If 10 Kg of solid CO2 (Vg=8,450 litres
or 8.45 m3) evaporates slowly into this sealed room, then the
oxygen concentration will be depleted (from 20.9%) to;
20.95x(26.3-8.450)/26.3 =14.2%
Building 4 South lift has a nominal volume of 3.9
m3 (Vr)
If 2 litres of LN (Vg=1,364 litres or 1.4 m3)
is suddenly released from a pressurised vessel, the oxygen would be depleted
to;
20.95x(3.9-1.4)/3.9 =13.4%
(This calculation assumes instantaneous evaporation and mixing with the
air.)
Using this calculation, if the oxygen concentration
can fall to, or below, 18% then action needs taking to minimise risks.
As a consequence of this risk assessment we have
prohibited the use or storage of liquid nitrogen or solid carbon dioxide
in cold rooms or growth rooms and we have prohibited the accompanied transport
of pressurised LN2 containers in the lift.
Additional risk factors for consideration
- The above calculation assumes good mixing so that the oxygen concentration
is uniform throughout the room. This may well be the case in a room
where the air is vigorously mixed, such as our cold rooms.

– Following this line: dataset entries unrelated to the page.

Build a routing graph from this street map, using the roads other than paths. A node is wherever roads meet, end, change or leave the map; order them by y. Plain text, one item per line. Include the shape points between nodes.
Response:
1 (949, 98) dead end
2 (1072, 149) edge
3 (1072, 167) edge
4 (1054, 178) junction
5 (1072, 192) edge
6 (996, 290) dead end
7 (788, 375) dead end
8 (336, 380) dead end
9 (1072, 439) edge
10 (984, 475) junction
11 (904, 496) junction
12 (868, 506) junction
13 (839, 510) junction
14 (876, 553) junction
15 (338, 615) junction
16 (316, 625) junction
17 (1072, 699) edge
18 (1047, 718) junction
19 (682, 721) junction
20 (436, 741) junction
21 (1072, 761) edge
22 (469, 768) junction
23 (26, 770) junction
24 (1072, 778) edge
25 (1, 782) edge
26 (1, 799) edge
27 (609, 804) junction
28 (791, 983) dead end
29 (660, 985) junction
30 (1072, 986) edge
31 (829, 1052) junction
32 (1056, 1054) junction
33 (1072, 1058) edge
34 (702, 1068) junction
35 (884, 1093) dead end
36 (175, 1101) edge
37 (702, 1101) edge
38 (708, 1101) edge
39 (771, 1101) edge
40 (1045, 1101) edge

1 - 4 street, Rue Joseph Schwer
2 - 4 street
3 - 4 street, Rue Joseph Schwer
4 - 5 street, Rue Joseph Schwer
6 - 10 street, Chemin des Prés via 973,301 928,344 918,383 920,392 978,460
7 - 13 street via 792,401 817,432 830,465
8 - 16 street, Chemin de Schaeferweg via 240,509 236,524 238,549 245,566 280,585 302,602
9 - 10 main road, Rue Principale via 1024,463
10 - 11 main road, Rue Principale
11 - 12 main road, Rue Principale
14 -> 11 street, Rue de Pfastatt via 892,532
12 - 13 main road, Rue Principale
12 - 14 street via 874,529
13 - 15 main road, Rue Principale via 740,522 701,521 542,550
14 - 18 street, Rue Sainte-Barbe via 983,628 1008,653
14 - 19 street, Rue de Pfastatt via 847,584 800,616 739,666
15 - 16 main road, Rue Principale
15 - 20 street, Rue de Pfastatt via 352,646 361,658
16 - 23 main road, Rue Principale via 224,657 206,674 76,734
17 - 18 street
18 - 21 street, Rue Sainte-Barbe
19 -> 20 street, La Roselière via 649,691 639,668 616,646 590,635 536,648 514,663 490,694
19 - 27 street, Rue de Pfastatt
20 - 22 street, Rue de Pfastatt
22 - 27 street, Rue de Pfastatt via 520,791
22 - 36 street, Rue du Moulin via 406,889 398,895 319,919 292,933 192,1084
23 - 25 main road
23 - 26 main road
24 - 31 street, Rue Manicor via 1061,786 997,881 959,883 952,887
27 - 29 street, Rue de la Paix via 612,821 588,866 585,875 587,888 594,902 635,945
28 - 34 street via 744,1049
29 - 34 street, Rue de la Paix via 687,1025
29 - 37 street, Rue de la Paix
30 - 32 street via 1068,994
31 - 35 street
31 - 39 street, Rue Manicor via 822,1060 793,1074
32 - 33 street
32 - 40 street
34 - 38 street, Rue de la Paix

However,
where the oxygen deficiency comes from displacement by evaporated cryogenic
materials in a room where air mixing is less vigorous there might be
quite a marked vertical concentration gradient due to the temperature
gradient (and the gas density in the case of CO2).
If someone collapses, for whatever reason, there
could be a much higher concentration of the (colder) nitrogen or (colder
and denser) carbon dioxide near the floor, meaning a lower oxygen concentration,
and, therefore anyone unconscious on the floor could rapidly asphyxiate.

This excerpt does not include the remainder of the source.